[Required action]: Show the lines below that contain the string "Senador".

[Material for the task]:
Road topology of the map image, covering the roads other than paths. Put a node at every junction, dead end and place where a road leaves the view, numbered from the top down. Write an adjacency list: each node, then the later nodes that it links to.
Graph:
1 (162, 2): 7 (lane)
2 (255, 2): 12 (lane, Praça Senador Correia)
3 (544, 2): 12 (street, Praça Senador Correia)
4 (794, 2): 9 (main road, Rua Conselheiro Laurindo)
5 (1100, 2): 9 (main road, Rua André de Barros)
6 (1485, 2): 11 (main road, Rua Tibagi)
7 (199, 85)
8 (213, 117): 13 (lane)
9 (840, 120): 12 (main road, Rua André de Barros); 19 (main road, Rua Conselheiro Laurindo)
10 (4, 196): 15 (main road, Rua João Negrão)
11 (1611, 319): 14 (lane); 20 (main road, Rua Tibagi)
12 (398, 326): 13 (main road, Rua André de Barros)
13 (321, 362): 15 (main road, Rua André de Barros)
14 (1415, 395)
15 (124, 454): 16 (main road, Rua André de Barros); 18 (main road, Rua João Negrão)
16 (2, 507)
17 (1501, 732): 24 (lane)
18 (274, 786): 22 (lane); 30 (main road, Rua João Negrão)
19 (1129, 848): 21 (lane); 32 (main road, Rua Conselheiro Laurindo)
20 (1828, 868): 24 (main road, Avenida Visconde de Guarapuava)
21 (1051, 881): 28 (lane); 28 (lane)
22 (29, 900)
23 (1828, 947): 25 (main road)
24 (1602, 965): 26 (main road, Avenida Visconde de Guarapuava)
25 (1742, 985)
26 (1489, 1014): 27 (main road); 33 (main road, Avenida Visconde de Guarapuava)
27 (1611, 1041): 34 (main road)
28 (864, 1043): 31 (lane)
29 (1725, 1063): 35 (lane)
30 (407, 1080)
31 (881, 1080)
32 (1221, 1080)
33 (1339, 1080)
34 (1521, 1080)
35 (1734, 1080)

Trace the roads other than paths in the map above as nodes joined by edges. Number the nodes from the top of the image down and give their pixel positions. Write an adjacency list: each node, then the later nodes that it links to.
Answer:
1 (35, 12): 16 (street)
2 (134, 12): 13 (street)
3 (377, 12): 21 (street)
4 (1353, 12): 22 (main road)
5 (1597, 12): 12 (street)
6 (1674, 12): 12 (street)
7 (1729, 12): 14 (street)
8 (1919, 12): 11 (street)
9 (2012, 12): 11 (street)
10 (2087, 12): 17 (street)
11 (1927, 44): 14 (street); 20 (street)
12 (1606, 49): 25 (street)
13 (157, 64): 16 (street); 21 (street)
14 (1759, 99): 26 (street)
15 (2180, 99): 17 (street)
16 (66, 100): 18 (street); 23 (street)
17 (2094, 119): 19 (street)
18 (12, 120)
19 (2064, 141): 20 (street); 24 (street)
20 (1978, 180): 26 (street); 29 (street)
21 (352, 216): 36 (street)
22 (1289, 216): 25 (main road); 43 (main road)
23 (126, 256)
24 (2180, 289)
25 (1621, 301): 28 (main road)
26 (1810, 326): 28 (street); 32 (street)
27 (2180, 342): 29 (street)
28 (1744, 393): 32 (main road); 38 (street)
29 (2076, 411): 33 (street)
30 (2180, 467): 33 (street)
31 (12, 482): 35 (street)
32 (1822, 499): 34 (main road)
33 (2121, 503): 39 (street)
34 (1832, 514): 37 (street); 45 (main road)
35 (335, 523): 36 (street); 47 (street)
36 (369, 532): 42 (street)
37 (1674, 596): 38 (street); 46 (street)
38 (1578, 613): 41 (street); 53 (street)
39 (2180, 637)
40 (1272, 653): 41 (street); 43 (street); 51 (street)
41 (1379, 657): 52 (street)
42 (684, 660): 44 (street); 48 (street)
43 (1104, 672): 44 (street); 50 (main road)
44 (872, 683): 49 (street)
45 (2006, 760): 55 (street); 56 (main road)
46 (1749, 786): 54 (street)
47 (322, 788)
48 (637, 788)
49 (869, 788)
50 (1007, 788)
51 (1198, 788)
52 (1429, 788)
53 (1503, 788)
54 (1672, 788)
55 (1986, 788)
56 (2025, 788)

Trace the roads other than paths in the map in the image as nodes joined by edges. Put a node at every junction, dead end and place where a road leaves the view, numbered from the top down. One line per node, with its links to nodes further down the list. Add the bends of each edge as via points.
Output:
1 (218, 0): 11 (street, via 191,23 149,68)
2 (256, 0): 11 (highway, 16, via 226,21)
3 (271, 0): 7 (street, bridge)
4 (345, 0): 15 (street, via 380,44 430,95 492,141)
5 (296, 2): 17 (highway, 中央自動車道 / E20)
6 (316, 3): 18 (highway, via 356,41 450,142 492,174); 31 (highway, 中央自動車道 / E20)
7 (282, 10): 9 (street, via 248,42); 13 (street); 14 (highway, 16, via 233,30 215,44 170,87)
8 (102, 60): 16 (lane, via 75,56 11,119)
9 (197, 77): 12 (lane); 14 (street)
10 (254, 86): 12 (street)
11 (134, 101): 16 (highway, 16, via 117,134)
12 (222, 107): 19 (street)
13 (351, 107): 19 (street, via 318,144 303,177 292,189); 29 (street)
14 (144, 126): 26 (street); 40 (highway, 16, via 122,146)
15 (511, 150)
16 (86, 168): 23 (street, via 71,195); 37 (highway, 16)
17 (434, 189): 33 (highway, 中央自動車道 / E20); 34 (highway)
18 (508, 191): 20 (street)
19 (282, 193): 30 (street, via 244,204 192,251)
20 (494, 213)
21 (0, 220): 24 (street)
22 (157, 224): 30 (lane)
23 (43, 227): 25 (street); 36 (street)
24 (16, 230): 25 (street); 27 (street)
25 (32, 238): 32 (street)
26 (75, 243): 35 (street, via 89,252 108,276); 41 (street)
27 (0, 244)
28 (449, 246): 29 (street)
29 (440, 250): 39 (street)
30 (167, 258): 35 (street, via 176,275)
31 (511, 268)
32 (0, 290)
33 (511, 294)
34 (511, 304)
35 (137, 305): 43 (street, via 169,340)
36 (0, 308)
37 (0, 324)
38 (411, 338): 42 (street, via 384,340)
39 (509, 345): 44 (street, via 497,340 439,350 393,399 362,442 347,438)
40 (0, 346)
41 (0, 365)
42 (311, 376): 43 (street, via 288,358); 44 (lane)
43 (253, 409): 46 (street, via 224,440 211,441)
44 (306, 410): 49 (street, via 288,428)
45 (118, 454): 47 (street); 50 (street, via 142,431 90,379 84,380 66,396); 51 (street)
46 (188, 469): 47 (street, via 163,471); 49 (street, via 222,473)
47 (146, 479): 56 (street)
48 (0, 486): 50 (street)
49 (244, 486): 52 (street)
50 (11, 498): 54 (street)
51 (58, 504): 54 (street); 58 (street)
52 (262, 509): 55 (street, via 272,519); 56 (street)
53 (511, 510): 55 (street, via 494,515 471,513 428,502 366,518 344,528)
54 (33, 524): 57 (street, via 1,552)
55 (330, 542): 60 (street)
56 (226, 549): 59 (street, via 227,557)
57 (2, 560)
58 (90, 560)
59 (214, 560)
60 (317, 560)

[Written reply]:
2 (255, 2): 12 (lane, Praça Senador Correia)
3 (544, 2): 12 (street, Praça Senador Correia)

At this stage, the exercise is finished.